Following that initial transmission, the loader requests a unique seed value from the server. That seed is used to derive an AES encryption key, which governs the download and decryption of the NWHStealer payload itself. Encrypting the final stage in this way adds another layer of resistance against automated analysis tools that scan network traffic for known malware signatures.
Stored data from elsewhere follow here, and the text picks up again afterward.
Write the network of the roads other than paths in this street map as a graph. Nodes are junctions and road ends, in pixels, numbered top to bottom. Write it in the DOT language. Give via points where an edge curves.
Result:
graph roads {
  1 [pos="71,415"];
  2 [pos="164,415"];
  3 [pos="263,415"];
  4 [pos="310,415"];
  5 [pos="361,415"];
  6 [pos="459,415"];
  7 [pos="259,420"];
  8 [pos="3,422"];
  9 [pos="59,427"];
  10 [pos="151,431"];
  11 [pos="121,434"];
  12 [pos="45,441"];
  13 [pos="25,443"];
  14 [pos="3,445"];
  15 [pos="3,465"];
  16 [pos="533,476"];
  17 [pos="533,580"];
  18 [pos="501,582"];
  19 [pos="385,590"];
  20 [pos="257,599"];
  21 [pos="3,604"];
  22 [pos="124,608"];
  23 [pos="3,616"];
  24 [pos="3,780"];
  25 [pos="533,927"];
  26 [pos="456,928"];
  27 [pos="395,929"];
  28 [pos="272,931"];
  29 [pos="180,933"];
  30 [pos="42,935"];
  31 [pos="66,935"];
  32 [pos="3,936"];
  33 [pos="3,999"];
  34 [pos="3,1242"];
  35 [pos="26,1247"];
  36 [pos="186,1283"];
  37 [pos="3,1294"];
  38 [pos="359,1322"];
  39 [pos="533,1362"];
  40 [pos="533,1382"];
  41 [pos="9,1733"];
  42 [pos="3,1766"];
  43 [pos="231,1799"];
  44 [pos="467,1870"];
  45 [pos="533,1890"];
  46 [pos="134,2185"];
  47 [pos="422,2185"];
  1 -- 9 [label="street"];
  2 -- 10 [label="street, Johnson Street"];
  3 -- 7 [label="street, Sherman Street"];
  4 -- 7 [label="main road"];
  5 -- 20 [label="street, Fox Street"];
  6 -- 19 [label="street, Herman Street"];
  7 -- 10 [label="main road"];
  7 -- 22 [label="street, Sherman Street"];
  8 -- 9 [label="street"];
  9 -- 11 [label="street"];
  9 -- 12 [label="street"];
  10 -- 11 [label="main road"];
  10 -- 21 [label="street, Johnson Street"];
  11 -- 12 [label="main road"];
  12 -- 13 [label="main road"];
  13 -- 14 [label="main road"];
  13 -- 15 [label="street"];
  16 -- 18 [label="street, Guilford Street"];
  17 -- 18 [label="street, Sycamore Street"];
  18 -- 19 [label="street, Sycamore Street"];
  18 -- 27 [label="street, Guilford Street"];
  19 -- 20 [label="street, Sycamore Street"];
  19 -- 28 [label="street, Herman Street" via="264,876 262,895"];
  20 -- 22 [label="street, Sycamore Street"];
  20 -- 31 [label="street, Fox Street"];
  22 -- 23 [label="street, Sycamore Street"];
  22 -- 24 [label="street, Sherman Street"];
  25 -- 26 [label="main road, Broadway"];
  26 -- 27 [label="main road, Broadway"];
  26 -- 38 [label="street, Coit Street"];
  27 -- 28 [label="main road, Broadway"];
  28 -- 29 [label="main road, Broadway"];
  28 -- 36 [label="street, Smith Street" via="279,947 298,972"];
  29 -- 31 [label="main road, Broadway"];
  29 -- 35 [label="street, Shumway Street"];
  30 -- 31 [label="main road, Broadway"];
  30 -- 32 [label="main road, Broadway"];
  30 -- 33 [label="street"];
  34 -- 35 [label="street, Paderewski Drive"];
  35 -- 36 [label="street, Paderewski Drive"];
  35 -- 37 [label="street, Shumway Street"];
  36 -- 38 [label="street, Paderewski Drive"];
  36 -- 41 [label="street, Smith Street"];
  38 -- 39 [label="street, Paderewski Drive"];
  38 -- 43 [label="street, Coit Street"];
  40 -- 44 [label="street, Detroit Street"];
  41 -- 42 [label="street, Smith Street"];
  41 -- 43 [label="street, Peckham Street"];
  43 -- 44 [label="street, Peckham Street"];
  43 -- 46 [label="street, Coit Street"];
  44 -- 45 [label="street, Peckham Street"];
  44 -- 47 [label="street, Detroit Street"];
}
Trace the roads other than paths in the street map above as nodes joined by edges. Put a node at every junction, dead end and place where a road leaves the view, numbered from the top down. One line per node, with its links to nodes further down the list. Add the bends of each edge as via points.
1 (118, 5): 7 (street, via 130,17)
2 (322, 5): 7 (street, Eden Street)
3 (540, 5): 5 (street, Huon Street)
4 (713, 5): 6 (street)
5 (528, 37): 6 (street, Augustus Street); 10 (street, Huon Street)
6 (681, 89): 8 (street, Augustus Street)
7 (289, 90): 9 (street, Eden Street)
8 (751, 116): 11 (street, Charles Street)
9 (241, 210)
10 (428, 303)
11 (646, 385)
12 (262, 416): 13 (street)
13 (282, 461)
What NWHStealer Actually Steals
NWHStealer is written in Rust, a systems programming language that produces compact, fast binaries with memory safety properties that also complicate reverse engineering. Once active on a Windows machine, it targets browser-stored credentials and session cookies, saved passwords, and data associated with cryptocurrency wallets. The combination is particularly damaging. Browser credentials alone can enable account takeovers across email, banking, and enterprise platforms. Cryptocurrency wallet access is typically irreversible - unlike a compromised bank account, there is no dispute process and no insured recovery mechanism for stolen digital assets.
The use of Rust also contributes to the malware's longevity. Rust-compiled binaries behave differently from those written in more commonly analyzed languages, and signature-based detection tools require dedicated work to reliably flag them. The pairing of a Rust-based payload with a Bun-bundled JavaScript loader creates a multi-layered evasion profile that is more than the sum of its parts.
Indicators of Compromise and Defensive Posture
Organizations running endpoint detection tools should update their threat intelligence feeds to include the following indicators associated with this campaign. Domains are intentionally defanged and should only be re-fanged within controlled platforms such as MISP, VirusTotal, or a properly isolated SIEM environment.
- NWHStealer C2 domains: whale-ether[.]pro, cosmic-nebula[.]cc
- Bun Loader C2 domains: silent-harvester[.]cc, silent-orbit[.]cc, support-onion[.]club
Beyond blocking known indicators, the broader defensive implication of this campaign is worth absorbing. The abuse of a legitimate, less-scrutinized runtime like Bun is a reminder that threat actors monitor the security community's detection coverage as closely as researchers monitor malware evolution. Any trusted tool that can carry and execute arbitrary code - especially one that security tools have not yet learned to treat with suspicion - represents a potential vehicle. Endpoint monitoring that focuses on behavioral signals rather than static signatures, combined with restrictions on the execution of unsigned or unexpected runtime environments, will prove more durable than any static blocklist. User education around the source and legitimacy of software installers and archives remains, as ever, the first line of defense that no technical control can fully replace.